12Encore et toujours, l’ouverture de l’imagination dépend d’autre chose que d’une puissance ponctuelle, substantielle ou transcendantale. Car ce que Castoriadis ne reconnaît pas jusqu’au bout, c’est que, au-delà de l’image fonctionnelle, la capacité d’imaginer liée à la psyché et à l’inconscient est liée en même temps à ce qui les structure et les déstructure : le langage, sa différence d’avec le réel, par suite ses formes et ses significations indéfinies, au deux sens du mot : non (encore) définies, voire indéfinissables, et sans fin. Plus largement, le langage et les langues dans toutes leurs dimensions indéterminables, iconiques certes et organisées, mais en même temps dia-taxiques, dissémantiques et dis-phoniques, multi-graphiques, au moins. Car pardessus tout, à travers tout ce magma, c’est dans l’immotivation que le langage, partant hors fonctionnalité, dans sa différance d’avec tout chose, apparaît seul apte à dire ce qui n’est pas, à créer ce qui n’a jamais existé, n’a jamais été vu ou touché, n’a jamais été signifié. Aucune imagination n’imagine quoi que ce soit de radicalement neuf hors langage. Alors qu’il n’y a pas d’image de rien, l’imagination humaine n’imagine radicalement, ne crée ou n’invente que grâce aux langages des signes qui, loin d’être constamment référés fonctionnellement, peuvent être de rien (de déjà donné), générativement grâce au langage des mots, des phrases, des textes mis en jeu... Grâce d’abord à leur brisure des choses : leur mise à distance dans la visée de ce qu’elles sont et de ce qu’elles ne sont pas, une brisure qui n’est pas une une cassure absolue, mais une rupture relative parce que transformatrice, une articulation dans la désarticulation...
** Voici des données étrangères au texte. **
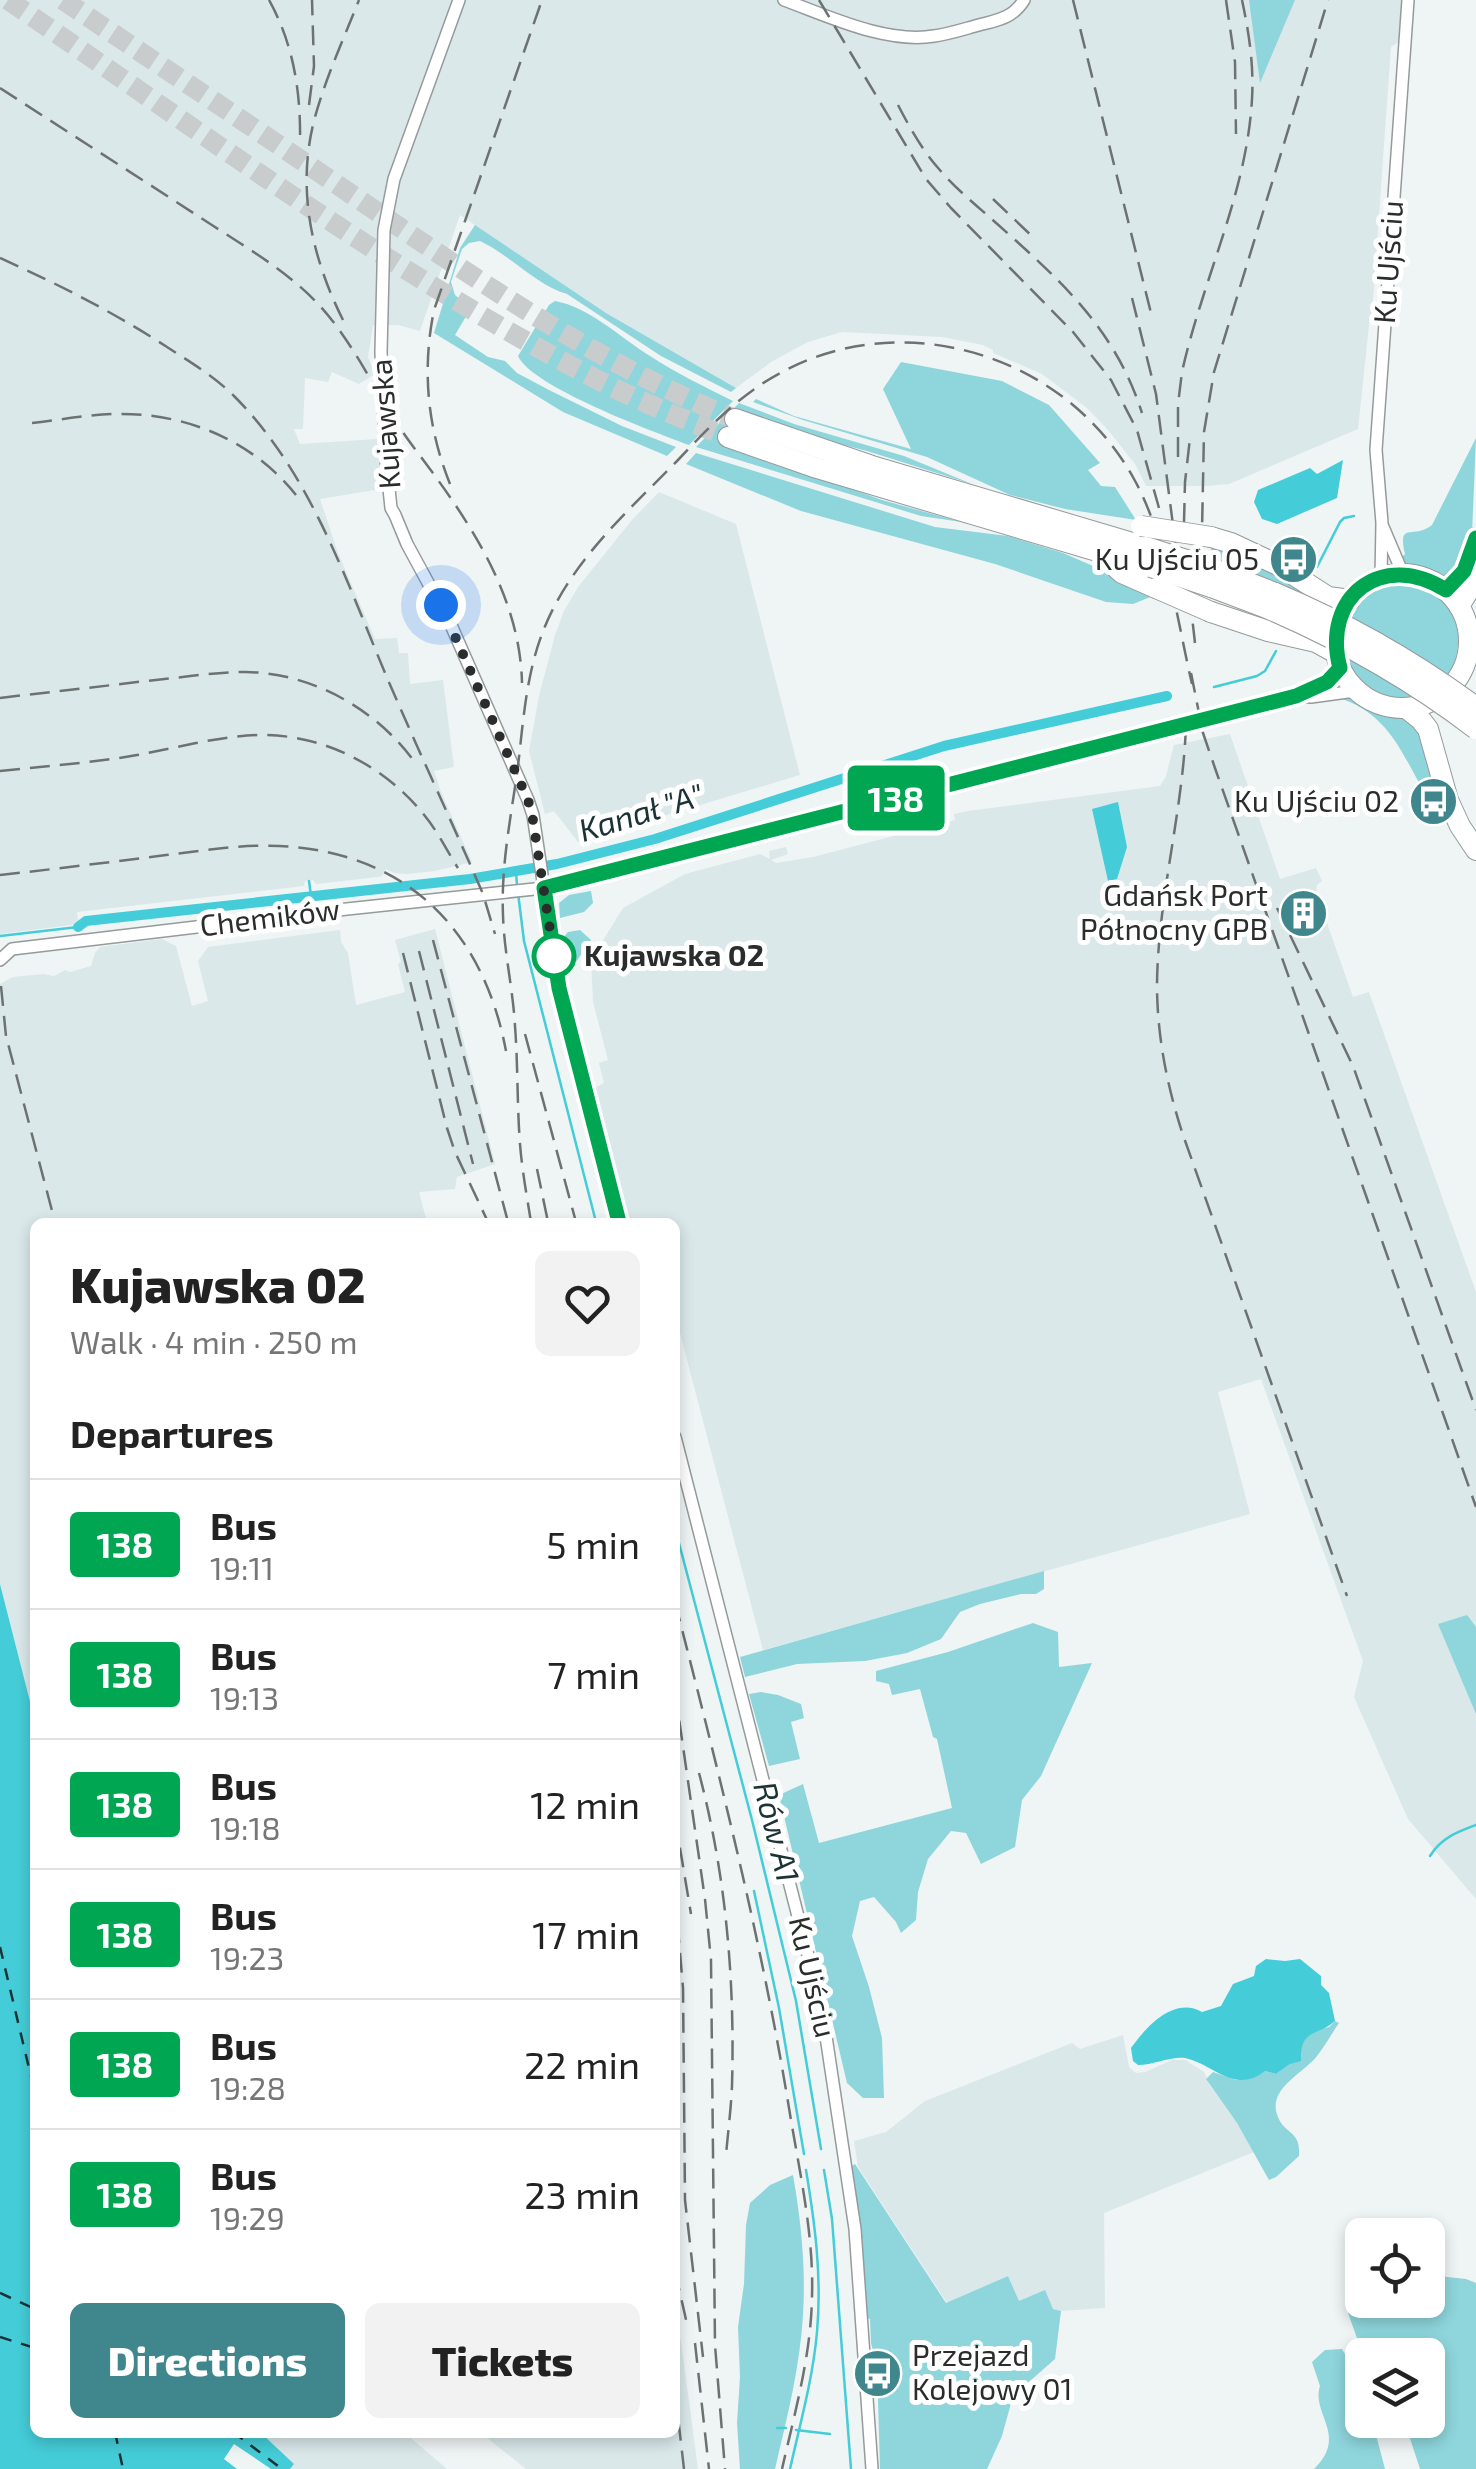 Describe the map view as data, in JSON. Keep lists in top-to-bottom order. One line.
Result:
{"streets":{"street":["Ku Ujściu","Kujawska","Chemików"]},"crossings":[["Kujawska","Chemików"]],"water":["Kanał \"A\"","Rów A1"],"places":{"bus stop":["Ku Ujściu 05","Ku Ujściu 02","Przejazd Kolejowy 01"],"building":["Gdańsk Port Północny GPB"],"other":["Kujawska 02"]},"lines":["bus line 138"],"page":{"on_map":"138","heading":[["Kujawska 02","Walk · 4 min · 250 m"],"Departures"],"list":[{"mark":"138","name":"Bus","note":"19:11","value":"5 min"},{"mark":"138","name":"Bus","note":"19:13","value":"7 min"},{"mark":"138","name":"Bus","note":"19:18","value":"12 min"},{"mark":"138","name":"Bus","note":"19:23","value":"17 min"},{"mark":"138","name":"Bus","note":"19:28","value":"22 min"},{"mark":"138","name":"Bus","note":"19:29","value":"23 min"}],"buttons":["Directions","Tickets"]}}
13Pourquoi Castoriadis a-t-il négligé cette dimension symbolique constitutive de l’imagination radicale et, quelles que soient les difficultés logiques à le comprendre, de l’imaginaire social instituant ? N’est-ce pas parce qu’il demeure, sur ce point, prisonnier d’une conception du langage « institué » et non instituant ou participant à l’institution, donc d’une conception ensembliste-identitaire du logos ? Et s’il l’exclut, n’est-ce pas parce qu’il reste tributaire d’une conception métaphysique moderne de la création qui ne la conçoit que comme acte décisif d’un sujet, fût-il collectif ou anonyme ? Et même d’une conception métaphysique classique qui dualise pour fonder ? Non sans difficultés puisque, si la psyché est imagination radicale, elle ne l’est que dans un flux qui comprend des représentations, qui elles-mêmes dépendent du langage, qui lui-même est institué par un imaginaire social instituant – dont on ne comprend plus dans quel élément non extérieur il puise ses ressources « créatrices » et déjà grâce à quoi il est social, comme si le social-historique pouvait exister sans symbolique... Le dualisme est forcé par le dilemme : ou bien déterminités ou bien créativité. Car le surgissement du nouveau s’il n’est pas in nihilo ni cum nihilo entretient forcément un lien avec ce qu’il n’est pas, mais dans lequel (in) et avec lequel (cum) il apparaît : jusque là, Castoriadis ne me contredirait pas. Mais ce qu’il n’accepterait sans doute pas, c’est d’ajouter au ex nihilo un génitif linguae. Le nouveau surgit du rien du langage qui se forme dans le rien de sa brisure : de sa différance des sensations et des images, un écart qui se condense et s’articule et qui joue dans cette brisure pour faire paraître des articulations et des significations inconnues, des signifiances.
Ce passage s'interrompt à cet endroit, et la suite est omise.